— DATA FOR PROCESSING —

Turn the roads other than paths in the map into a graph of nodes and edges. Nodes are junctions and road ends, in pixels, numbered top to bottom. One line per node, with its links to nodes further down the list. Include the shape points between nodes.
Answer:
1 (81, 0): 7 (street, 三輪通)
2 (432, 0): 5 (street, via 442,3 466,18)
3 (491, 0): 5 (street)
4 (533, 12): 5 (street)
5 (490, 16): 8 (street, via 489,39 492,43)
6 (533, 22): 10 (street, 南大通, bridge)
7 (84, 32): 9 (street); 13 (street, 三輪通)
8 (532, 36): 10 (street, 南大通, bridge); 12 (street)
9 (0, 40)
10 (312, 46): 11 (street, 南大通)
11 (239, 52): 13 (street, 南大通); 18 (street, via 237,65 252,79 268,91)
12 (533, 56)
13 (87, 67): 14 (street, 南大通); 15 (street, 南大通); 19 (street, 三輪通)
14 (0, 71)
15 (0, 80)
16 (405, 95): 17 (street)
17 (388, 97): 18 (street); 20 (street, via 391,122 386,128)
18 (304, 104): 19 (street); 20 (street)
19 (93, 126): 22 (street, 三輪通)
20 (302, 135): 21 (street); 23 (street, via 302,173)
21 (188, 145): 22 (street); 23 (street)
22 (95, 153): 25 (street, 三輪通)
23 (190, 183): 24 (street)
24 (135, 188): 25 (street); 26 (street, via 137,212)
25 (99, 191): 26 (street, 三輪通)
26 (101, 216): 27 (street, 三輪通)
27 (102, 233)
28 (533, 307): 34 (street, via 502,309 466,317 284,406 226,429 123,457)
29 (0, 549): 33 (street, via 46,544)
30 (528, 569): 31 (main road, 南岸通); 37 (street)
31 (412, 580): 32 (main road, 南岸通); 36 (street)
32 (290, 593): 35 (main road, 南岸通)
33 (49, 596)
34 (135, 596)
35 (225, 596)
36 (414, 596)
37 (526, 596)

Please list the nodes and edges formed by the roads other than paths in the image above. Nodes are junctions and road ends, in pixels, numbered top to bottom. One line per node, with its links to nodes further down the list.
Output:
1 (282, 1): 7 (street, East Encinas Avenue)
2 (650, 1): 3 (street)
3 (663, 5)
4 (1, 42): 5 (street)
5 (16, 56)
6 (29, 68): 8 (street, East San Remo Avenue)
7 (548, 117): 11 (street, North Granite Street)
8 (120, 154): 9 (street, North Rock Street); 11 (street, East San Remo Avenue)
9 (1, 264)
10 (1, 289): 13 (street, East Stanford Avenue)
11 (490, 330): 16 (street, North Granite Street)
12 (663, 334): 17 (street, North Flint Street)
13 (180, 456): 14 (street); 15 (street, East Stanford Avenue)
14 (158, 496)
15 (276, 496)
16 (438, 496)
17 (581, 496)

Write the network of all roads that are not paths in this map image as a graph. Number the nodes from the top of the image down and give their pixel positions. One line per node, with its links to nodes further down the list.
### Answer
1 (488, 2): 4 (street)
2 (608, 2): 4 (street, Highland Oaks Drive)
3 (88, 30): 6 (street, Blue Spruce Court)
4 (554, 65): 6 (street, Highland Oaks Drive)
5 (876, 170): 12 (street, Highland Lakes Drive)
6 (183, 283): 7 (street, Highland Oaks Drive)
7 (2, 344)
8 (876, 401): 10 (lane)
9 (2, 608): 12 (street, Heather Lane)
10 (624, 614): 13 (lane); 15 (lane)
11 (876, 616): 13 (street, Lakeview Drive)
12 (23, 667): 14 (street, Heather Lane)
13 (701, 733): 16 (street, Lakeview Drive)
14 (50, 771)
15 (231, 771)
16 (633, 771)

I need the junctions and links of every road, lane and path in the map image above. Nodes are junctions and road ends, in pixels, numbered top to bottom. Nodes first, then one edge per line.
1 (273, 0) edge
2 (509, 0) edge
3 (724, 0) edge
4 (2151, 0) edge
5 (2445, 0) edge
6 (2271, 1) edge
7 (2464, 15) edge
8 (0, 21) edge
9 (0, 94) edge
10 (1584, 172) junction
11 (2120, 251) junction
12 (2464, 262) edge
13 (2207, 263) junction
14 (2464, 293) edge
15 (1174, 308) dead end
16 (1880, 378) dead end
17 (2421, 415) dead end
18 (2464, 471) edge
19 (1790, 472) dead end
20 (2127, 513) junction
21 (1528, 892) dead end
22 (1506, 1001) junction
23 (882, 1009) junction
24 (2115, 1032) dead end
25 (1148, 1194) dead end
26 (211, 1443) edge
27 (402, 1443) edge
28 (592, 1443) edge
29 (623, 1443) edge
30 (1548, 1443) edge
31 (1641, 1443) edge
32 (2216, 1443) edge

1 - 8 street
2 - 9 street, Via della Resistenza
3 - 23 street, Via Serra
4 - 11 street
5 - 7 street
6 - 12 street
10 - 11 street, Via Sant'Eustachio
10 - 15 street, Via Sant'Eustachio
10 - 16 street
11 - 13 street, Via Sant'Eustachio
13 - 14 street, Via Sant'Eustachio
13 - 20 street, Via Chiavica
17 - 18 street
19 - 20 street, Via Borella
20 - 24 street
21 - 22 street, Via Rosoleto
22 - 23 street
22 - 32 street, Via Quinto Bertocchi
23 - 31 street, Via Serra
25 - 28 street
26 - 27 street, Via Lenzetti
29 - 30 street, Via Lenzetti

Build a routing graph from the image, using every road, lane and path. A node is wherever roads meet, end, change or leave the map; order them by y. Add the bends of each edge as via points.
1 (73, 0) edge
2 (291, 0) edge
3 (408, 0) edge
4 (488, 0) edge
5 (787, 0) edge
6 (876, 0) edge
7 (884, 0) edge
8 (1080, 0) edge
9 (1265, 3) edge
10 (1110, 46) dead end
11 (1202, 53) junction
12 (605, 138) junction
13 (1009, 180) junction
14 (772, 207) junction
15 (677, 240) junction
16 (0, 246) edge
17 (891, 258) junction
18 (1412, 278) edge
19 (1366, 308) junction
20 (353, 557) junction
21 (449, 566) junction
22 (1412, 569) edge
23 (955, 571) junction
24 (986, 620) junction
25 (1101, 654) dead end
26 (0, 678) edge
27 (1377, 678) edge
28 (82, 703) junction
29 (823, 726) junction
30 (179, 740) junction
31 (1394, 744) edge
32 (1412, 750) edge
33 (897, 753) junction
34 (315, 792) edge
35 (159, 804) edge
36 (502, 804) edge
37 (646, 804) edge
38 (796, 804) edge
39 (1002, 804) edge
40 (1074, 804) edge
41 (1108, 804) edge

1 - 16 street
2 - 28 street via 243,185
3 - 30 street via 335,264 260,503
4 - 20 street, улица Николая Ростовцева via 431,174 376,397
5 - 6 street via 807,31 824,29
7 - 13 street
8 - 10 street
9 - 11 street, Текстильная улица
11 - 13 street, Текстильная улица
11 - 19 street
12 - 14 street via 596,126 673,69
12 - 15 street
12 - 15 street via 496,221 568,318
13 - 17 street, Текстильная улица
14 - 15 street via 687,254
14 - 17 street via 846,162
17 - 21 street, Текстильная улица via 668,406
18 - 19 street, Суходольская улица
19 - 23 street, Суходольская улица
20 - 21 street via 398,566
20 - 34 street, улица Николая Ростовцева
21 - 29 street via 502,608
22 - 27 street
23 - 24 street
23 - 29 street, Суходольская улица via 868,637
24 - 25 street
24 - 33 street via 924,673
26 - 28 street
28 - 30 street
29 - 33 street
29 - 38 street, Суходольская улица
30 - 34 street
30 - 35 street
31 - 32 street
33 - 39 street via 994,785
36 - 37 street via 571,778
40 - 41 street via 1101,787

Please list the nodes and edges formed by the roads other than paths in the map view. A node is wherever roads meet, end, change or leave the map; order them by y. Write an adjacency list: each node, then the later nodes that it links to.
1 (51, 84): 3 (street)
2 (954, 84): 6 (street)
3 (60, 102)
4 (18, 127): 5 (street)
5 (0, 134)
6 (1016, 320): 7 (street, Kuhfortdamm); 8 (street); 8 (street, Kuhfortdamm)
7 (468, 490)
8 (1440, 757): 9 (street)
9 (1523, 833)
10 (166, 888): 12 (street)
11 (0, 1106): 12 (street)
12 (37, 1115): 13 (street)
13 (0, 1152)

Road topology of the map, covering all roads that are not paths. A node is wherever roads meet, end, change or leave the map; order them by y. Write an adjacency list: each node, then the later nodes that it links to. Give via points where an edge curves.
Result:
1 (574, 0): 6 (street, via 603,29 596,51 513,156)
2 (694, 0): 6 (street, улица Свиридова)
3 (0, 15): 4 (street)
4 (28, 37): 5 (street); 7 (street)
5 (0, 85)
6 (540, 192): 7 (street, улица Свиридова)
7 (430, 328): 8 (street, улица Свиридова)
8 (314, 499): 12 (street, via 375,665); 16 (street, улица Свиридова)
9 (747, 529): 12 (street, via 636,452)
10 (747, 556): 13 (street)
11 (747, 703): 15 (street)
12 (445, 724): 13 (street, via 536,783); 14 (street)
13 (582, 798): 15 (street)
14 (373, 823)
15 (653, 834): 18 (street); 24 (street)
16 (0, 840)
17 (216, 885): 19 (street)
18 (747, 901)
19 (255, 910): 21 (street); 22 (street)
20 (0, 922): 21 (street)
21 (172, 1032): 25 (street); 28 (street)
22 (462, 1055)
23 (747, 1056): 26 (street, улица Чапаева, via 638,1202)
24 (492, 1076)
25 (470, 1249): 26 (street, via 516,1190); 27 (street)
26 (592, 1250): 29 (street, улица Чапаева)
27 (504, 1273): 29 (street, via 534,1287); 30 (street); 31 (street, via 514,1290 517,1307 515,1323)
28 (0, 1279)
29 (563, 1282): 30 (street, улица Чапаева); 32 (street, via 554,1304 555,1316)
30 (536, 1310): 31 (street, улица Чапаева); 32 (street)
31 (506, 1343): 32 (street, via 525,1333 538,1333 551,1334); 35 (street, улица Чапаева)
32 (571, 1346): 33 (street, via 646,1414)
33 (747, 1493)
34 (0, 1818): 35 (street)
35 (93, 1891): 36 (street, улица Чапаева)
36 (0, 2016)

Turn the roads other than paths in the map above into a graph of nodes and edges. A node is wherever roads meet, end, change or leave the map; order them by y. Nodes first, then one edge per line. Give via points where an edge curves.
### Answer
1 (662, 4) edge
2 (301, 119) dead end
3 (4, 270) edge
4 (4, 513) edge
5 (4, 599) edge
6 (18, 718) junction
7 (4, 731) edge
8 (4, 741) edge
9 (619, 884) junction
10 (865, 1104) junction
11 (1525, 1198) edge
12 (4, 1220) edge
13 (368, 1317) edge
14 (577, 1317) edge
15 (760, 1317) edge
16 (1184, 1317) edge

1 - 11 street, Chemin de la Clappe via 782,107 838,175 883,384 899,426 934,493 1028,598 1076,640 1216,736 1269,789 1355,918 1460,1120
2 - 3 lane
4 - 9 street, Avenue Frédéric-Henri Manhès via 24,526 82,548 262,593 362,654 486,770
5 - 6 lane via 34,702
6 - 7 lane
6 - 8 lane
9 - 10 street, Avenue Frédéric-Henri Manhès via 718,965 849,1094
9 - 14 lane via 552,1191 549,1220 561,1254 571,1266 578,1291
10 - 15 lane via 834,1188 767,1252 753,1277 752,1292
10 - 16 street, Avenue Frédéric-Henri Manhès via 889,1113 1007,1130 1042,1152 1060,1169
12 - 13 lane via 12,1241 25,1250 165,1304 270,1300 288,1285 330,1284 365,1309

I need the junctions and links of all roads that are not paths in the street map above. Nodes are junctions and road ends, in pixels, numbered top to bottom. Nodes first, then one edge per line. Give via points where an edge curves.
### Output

— TASK TO CARRY OUT —
Give exactly the lines from the one with "I need the junctions and links of all" to the end of the entries, nothing before them.

— FINISHED EXERCISE —
I need the junctions and links of all roads that are not paths in the street map above. Nodes are junctions and road ends, in pixels, numbered top to bottom. Nodes first, then one edge per line. Give via points where an edge curves.
### Output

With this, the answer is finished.